The best Appen alternatives depend on your project needs, but top options include vendors with strong capabilities in data annotation, or data solutions for any AI models like Computer Vision, NLP, and LLM. Many companies now explore multiple Appen competitors to find the right balance between quality, scalability, and cost.
2. Why should companies consider an Appen alternative?
Businesses often look for an Appen alternative to access more specialized expertise, flexible engagement models, or competitive pricing. In many cases, working with companies similar to Appen helps reduce dependency on a single vendor and improves operational flexibility.
3. Are there companies like Appen that focus on LLM and Generative AI?
Yes, several companies (LTS GDS, Toloka, Scale AI) like Appen now specialize in LLM and Generative AI data services, offering data solutions for different AI development stages. These Appen competitors are often better equipped to handle modern AI workflows compared to traditional labeling providers.
4. How do Appen alternatives compare to Clickworker?
Both Clickworker alternatives and alternatives to Appen offer scalable crowd-based data services, but they may differ in terms of quality control, domain expertise, and other factors. Choosing between them depends on whether your priority is cost efficiency, technical depth, or project complexity.
5. How do I choose between different Appen competitors?
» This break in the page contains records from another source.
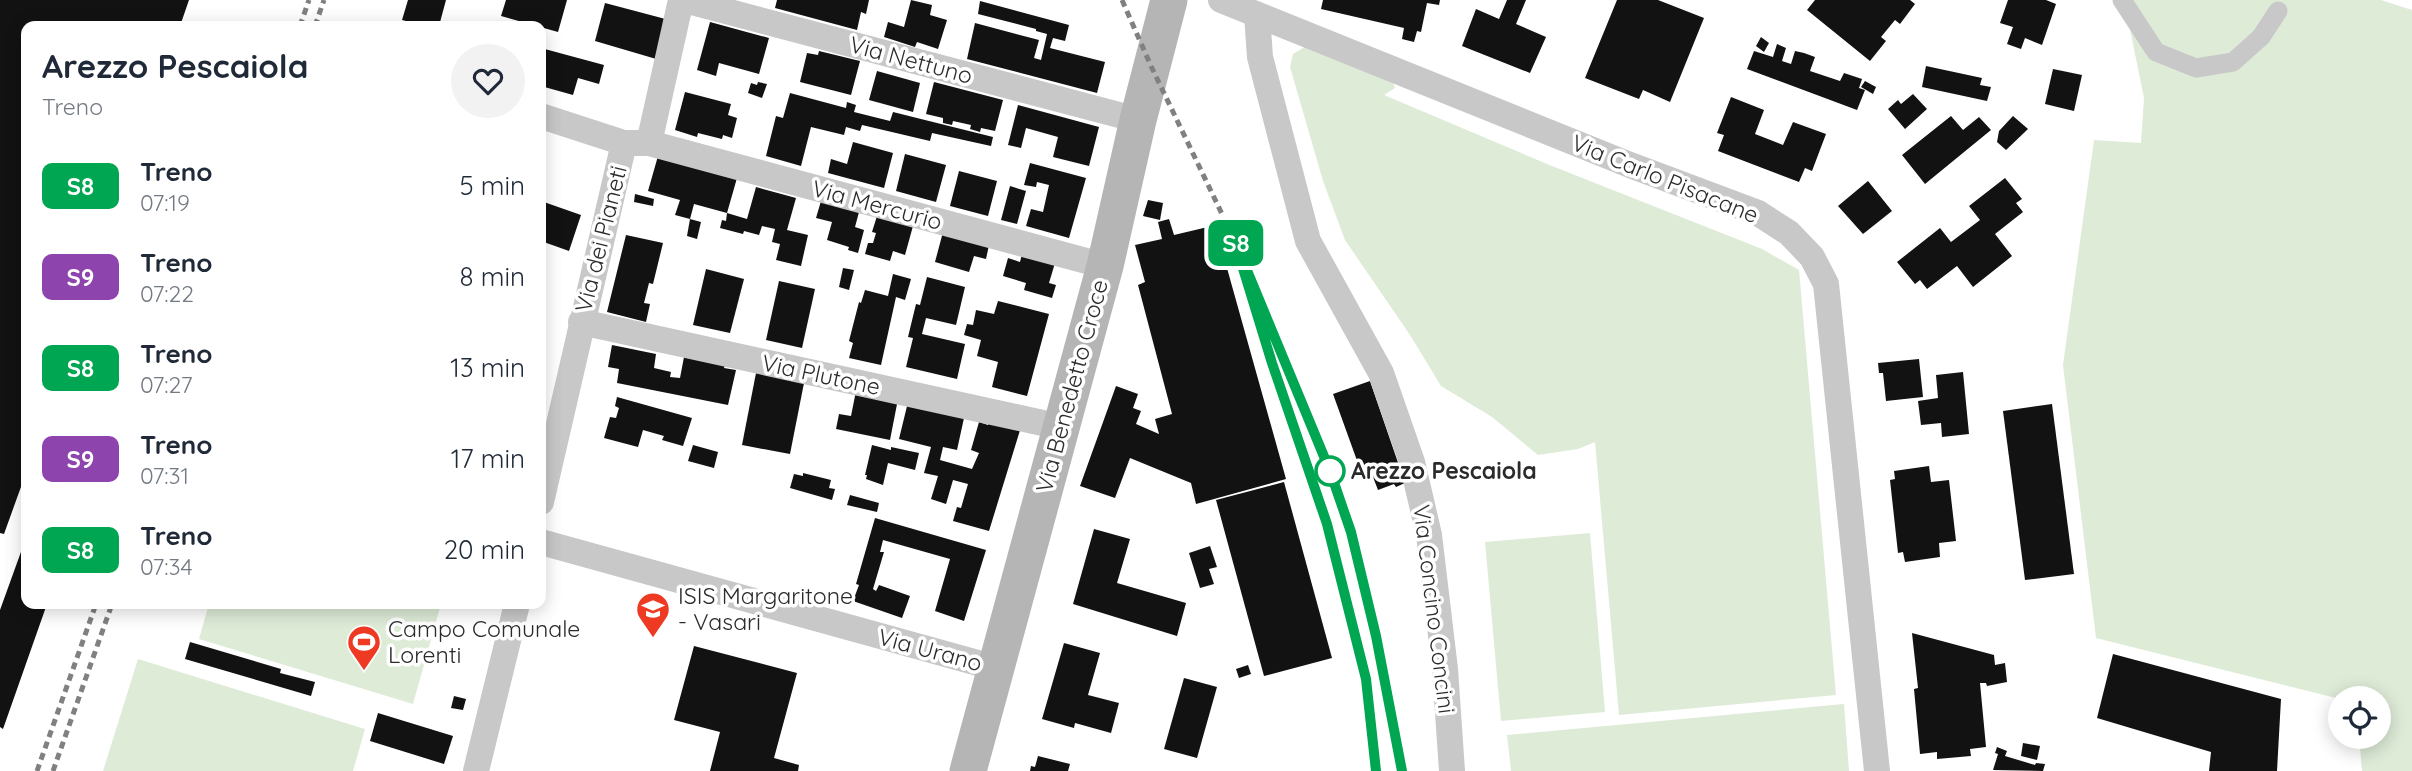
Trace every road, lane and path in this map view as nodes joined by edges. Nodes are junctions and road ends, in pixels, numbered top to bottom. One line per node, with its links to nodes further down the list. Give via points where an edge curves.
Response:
1 (683, 0): 8 (street, Via Nettuno); 9 (street, Via dei Pianeti)
2 (1169, 0): 8 (main road, Via Benedetto Croce)
3 (1221, 0): 6 (street, Via Carlo Pisacane)
4 (2122, 0): 5 (street, via 2156,52 2196,68 2232,62 2261,37)
5 (2278, 11)
6 (1257, 15): 19 (street, Via Concino Concini, via 1260,57 1308,242 1381,373 1412,462 1429,535); 20 (street, Via Carlo Pisacane, via 1758,213 1789,233 1812,257 1826,284)
7 (546, 117): 9 (street, Via Mercurio)
8 (1138, 120): 10 (main road, Via Benedetto Croce)
9 (637, 143): 10 (street, Via Mercurio); 11 (street, Via dei Pianeti)
10 (1105, 266): 12 (main road, Via Benedetto Croce)
11 (581, 322): 12 (street, Via Plutone); 13 (street, Via dei Pianeti)
12 (1061, 427): 16 (main road, Via Benedetto Croce)
13 (546, 480)
14 (546, 543): 16 (street, Via Urano)
15 (516, 609): 17 (street)
16 (996, 668): 18 (main road, Via Benedetto Croce)
17 (476, 771)
18 (968, 771)
19 (1452, 771)
20 (1877, 771)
When evaluating Appen competitors, consider factors such as domain expertise (automotive, construction, coding, etc), QA processes, scalability, pricing, and experience with AI/LLM projects. The right choice among Appen alternatives will depend on how well a vendor aligns with your specific technical and business requirements.
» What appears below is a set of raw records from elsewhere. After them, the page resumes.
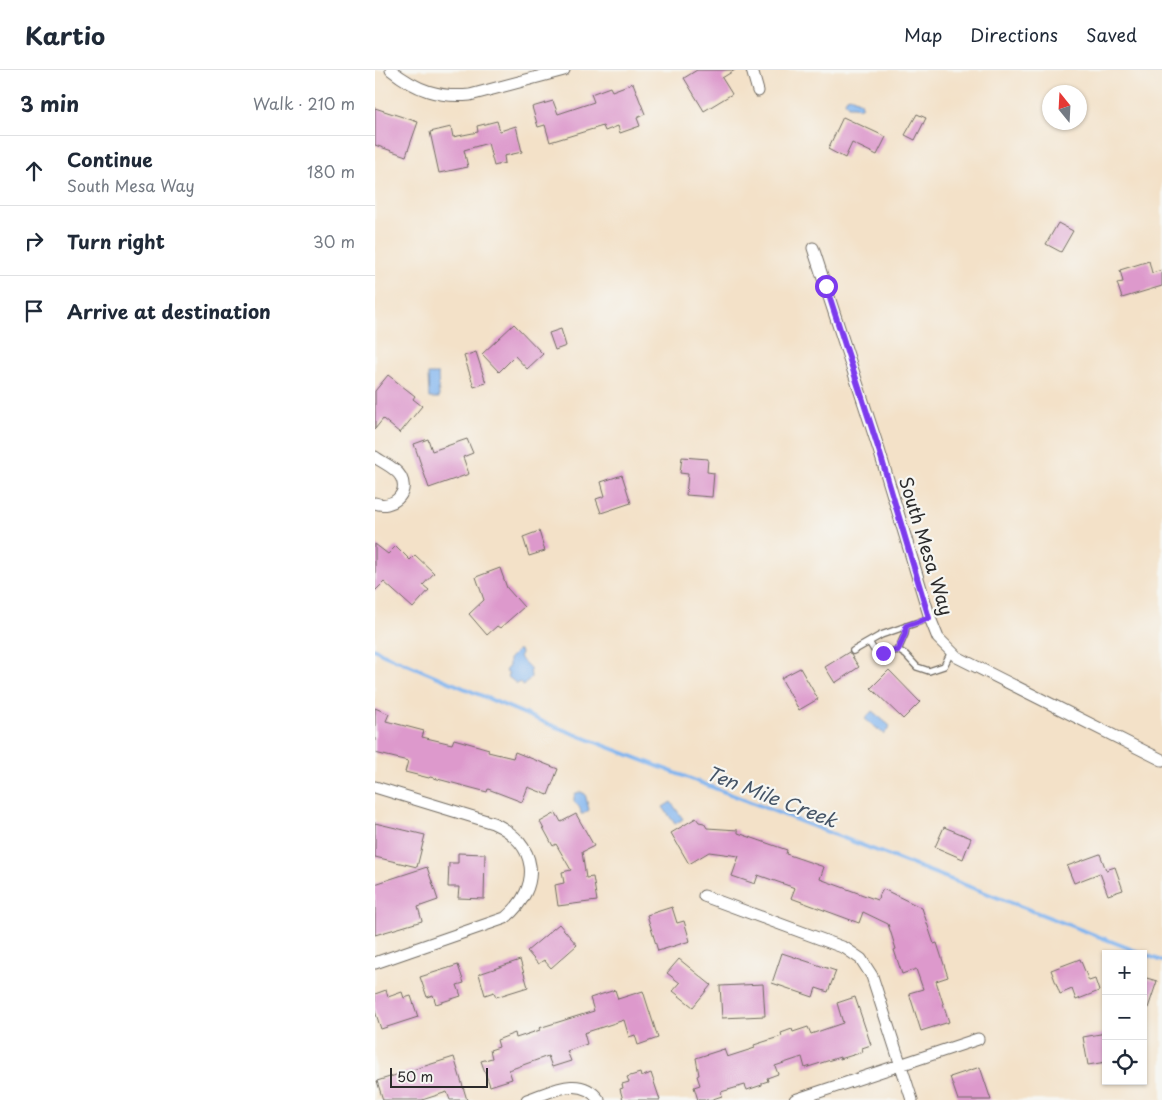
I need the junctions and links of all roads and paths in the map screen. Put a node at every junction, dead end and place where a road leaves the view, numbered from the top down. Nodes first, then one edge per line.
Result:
1 (391, 70) edge
2 (564, 70) edge
3 (752, 70) edge
4 (758, 91) dead end
5 (813, 248) dead end
6 (375, 457) edge
7 (375, 503) edge
8 (929, 618) junction
9 (906, 626) junction
10 (869, 642) junction
11 (898, 650) junction
12 (853, 651) dead end
13 (951, 652) junction
14 (1162, 760) edge
15 (375, 787) edge
16 (704, 896) dead end
17 (375, 963) edge
18 (978, 1039) dead end
19 (901, 1065) junction
20 (527, 1100) edge
21 (599, 1100) edge
22 (795, 1100) edge
23 (912, 1100) edge

1 - 2 street
3 - 4 street
5 - 8 street, South Mesa Way
6 - 7 street
8 - 9 lane
8 - 13 street, South Mesa Way
9 - 10 lane
9 - 11 lane
10 - 11 lane
10 - 12 lane
11 - 13 lane
13 - 14 street, South Mesa Way
15 - 17 street
16 - 19 street
18 - 19 street
19 - 22 street
19 - 23 street
20 - 21 street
Choosing the Ideal Data Solutions Partner for AI & LLM Projects
Selecting the right data labeling partner is essential for AI or LLM projects. Compare providers based on quality, domain expertise, security, workforce capacity, and scalability, since these factors directly impact model performance at every stage. As workflows become complex, evaluating Appen alternatives ensures companies have the necessary expertise, flexibility, and resources.
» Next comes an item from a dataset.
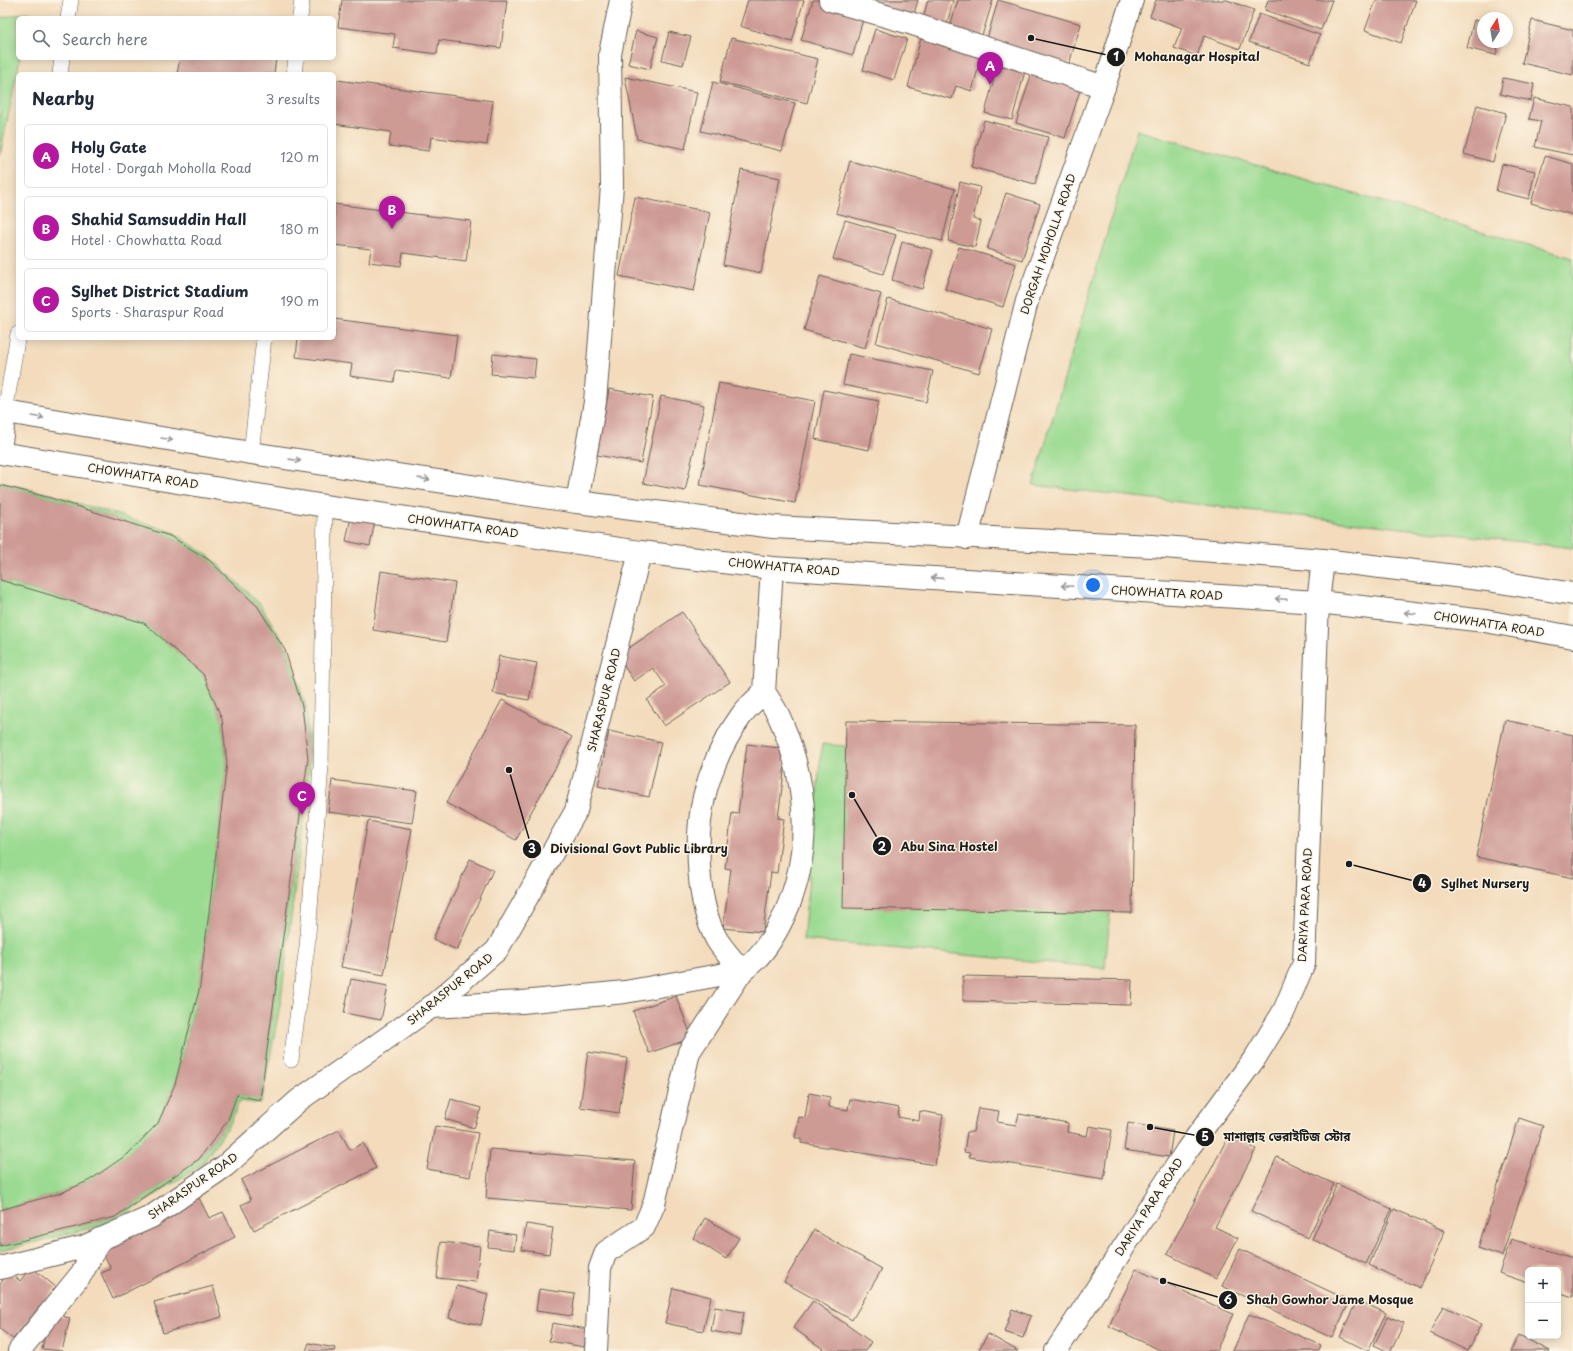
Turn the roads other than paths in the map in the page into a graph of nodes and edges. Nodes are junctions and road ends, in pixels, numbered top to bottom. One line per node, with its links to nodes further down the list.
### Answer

By defining clear requirements, aligning on quality standards, and choosing vendors with proven experience in specific areas, businesses can build a more effective and resilient data pipeline. Many organizations today are turning to Appen alternatives and companies like Appen to diversify their vendor strategy, optimize costs, and better support evolving AI projects.
LTS Global Digital Services is one of the emerging alternatives to Appen, delivering high-quality and cost-effective data solutions for AI and LLM projects. With over 100 experts possessing strong technical expertise, strict QA processes, and flexible engagement models, LTS GDS supports businesses in building trustworthy datasets tailored to their specific needs. Talk to our experts now!
Whether you are exploring alternatives to Appen for a pilot project or looking for a long-term data partner, choosing the right vendor can significantly accelerate your AI development journey.